Valuation problems with illiquid financial instruments
As the public's appetite for investments such as complex derivatives and structured products has increased the FSA has included the risk presented over valuations of the products in its list. Valuation problems are considered to be a potential concern due to systems inadequacies, where systems are not originally set up to deal with the valuation of illiquid products, and lack of expertise resulting from the relatively small number of such valuations that are required to be undertaken.

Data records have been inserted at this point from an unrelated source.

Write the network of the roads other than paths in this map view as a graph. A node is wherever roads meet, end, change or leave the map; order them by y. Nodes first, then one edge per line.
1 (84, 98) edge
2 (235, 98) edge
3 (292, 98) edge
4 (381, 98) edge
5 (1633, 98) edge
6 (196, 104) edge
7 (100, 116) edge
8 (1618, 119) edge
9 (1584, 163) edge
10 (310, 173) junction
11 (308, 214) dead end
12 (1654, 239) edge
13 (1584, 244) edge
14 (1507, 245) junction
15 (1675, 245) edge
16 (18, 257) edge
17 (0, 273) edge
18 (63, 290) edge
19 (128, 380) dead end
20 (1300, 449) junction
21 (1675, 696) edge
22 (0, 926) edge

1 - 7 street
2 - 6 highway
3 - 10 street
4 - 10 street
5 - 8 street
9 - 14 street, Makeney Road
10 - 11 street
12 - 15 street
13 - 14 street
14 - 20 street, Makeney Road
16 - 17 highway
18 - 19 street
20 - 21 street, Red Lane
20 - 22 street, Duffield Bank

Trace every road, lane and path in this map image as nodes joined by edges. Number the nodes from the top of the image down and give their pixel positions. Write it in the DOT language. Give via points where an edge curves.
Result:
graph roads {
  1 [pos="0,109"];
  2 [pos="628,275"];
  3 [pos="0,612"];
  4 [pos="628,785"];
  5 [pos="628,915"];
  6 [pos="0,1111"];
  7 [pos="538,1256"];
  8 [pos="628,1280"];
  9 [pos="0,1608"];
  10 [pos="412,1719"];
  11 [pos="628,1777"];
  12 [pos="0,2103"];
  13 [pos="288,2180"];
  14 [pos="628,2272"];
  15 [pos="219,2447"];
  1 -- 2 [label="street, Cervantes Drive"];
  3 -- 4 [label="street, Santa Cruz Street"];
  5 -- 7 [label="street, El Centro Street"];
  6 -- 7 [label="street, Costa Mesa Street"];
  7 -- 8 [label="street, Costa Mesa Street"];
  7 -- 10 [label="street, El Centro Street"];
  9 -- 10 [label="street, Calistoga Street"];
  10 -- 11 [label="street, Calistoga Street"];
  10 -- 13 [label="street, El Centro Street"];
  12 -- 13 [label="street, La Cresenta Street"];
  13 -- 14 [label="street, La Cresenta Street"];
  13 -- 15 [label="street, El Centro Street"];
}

Financial problems resulting from high levels of consumer borrowing
Levels of consumer borrowing continue to rise in spite of a general slowdown in the housing market and consumer spending. Whilst current high levels of employment coupled with low interest rates ensure that the level of debt taken on is able to be serviced for the time being, the concern is that if either of these variables were to change the consequent inability, of many, to pay would result in reputational damage and potentially mortgage mis-selling claims.
The general increase in financial fraud
The increasing use of the internet to conduct transactions increases susceptibility to financial fraud. In addition, disincentives to commit such fraud are seen to be falling when compared with the potential reward. To mitigate this risk the best courses are considered to be collaboration within the industry to reduce the occurrence of prolific frauds and have an impact on more sophisticated crime. In the longer term the Fraud Bill together with the Government's wide ranging review of fraud and the creation of the Serious and Organised Crime Agency will all hopefully create further disincentives to the crime.
We would urge firms to note the priority risks identified and ensure action is taken in mitigation of the risks so far as possible.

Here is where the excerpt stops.